Data extracted from a collection:
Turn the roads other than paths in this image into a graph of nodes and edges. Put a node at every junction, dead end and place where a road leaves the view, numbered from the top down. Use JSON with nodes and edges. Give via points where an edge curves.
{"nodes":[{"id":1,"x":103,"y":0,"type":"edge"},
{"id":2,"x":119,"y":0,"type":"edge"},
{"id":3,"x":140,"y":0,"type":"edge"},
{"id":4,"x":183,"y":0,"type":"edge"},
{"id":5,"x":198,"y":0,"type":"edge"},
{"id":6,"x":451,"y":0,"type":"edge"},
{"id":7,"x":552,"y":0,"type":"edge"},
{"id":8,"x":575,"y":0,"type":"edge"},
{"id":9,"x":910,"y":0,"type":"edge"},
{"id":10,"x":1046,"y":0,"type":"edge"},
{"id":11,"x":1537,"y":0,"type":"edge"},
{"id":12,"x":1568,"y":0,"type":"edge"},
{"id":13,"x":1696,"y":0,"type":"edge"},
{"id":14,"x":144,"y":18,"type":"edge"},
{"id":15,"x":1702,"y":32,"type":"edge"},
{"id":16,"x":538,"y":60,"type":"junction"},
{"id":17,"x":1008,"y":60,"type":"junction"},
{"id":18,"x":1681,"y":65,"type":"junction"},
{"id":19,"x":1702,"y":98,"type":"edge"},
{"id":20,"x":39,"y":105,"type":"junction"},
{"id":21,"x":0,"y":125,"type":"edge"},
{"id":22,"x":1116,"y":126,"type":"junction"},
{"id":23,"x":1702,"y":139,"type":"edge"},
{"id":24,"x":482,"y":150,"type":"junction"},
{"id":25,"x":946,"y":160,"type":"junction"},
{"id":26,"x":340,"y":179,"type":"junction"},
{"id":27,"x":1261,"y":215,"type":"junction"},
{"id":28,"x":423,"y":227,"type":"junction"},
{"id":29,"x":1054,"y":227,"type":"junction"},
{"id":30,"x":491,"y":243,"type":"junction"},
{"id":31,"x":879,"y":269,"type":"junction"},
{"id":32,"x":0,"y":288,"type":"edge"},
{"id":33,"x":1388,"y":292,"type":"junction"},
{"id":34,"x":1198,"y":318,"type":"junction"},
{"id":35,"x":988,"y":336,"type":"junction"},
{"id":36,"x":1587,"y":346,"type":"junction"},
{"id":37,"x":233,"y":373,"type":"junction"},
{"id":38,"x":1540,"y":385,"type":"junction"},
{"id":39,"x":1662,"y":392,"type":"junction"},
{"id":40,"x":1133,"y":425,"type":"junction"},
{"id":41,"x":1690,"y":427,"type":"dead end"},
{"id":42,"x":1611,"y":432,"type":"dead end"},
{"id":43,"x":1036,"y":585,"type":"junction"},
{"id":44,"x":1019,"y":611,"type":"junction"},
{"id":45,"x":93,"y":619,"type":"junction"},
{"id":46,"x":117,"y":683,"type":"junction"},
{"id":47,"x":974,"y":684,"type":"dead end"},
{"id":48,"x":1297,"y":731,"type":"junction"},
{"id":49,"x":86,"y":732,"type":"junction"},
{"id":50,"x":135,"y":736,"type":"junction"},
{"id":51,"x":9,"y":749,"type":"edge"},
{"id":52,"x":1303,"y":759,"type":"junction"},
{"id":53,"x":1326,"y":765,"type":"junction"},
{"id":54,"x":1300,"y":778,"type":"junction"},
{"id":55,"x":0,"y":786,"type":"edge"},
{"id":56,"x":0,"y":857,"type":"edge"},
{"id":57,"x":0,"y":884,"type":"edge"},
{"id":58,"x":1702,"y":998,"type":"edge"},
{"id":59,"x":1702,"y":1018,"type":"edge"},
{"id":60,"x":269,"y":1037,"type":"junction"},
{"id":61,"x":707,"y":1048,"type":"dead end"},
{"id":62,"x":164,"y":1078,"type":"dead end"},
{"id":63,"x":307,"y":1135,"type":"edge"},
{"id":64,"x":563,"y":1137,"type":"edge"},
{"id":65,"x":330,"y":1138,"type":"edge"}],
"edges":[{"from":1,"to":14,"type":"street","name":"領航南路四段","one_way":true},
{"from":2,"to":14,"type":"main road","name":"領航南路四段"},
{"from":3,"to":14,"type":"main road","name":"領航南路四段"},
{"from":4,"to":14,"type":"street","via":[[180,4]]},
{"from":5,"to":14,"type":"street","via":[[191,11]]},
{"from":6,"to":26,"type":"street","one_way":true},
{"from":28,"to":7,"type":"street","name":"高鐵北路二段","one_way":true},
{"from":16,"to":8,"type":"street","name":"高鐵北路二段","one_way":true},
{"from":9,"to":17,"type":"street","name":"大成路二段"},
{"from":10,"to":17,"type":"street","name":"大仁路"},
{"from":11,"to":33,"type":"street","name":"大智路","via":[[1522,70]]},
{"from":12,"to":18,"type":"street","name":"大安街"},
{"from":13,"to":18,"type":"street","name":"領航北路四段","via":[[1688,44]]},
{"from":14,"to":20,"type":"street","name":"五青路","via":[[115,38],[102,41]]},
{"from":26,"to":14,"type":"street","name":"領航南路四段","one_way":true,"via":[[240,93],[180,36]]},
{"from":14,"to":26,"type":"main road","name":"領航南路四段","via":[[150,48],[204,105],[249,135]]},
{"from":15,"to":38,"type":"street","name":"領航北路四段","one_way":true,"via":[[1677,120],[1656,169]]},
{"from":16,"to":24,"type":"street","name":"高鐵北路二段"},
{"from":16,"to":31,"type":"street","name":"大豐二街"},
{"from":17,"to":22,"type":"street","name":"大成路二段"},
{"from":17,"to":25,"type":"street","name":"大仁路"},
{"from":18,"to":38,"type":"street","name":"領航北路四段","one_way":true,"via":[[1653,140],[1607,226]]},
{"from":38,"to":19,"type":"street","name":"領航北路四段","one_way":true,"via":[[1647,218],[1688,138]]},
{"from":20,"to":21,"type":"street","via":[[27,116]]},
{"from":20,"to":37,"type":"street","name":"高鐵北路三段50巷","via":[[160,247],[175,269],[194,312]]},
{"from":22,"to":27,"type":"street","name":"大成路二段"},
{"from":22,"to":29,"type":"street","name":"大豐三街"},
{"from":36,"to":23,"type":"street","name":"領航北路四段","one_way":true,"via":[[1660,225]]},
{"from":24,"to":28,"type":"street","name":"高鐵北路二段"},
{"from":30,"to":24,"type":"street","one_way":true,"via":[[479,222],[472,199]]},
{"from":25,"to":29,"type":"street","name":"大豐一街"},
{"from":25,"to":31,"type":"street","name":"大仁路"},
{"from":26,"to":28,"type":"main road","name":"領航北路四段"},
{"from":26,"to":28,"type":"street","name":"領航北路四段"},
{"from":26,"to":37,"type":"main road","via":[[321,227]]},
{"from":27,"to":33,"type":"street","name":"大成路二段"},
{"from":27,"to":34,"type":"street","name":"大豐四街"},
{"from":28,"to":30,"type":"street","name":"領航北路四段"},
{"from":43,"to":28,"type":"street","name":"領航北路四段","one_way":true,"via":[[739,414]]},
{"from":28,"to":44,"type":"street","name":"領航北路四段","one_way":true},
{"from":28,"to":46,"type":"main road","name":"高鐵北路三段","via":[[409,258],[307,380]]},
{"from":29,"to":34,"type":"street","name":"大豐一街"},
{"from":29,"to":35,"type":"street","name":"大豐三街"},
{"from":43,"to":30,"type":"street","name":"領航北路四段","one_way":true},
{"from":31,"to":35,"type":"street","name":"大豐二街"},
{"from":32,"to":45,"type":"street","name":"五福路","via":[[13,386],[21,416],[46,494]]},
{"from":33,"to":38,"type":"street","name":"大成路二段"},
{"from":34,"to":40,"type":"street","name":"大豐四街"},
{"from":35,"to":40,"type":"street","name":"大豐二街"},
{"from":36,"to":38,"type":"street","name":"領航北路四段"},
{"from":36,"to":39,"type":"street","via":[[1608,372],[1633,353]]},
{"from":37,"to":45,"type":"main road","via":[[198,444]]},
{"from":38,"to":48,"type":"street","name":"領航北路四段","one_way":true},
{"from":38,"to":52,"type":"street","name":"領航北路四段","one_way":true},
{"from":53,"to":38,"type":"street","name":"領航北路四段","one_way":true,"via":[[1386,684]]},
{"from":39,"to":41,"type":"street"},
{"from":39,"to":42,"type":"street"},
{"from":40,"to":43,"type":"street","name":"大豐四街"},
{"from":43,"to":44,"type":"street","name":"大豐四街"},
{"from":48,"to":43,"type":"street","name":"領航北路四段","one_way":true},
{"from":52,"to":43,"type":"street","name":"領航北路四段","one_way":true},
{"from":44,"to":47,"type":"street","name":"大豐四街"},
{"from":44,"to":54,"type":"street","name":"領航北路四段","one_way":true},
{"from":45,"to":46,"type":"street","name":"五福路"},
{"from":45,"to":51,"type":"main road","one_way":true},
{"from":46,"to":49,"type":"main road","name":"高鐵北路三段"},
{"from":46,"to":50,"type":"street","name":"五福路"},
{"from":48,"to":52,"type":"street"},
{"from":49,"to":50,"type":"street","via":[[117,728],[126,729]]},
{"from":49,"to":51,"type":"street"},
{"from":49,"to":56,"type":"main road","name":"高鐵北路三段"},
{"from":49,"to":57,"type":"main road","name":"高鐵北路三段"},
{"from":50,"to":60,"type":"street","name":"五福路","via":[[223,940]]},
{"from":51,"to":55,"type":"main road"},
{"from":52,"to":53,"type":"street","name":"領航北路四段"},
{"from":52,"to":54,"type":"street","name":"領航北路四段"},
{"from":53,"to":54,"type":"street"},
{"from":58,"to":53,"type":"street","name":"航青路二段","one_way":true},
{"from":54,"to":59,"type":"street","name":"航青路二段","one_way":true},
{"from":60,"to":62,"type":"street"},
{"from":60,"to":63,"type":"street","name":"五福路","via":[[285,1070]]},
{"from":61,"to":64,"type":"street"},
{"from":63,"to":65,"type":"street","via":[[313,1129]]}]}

PROBLEM STATEMENT:
Number of lines in the records above holding the word "main": state it and nothing else.

RESULT:
12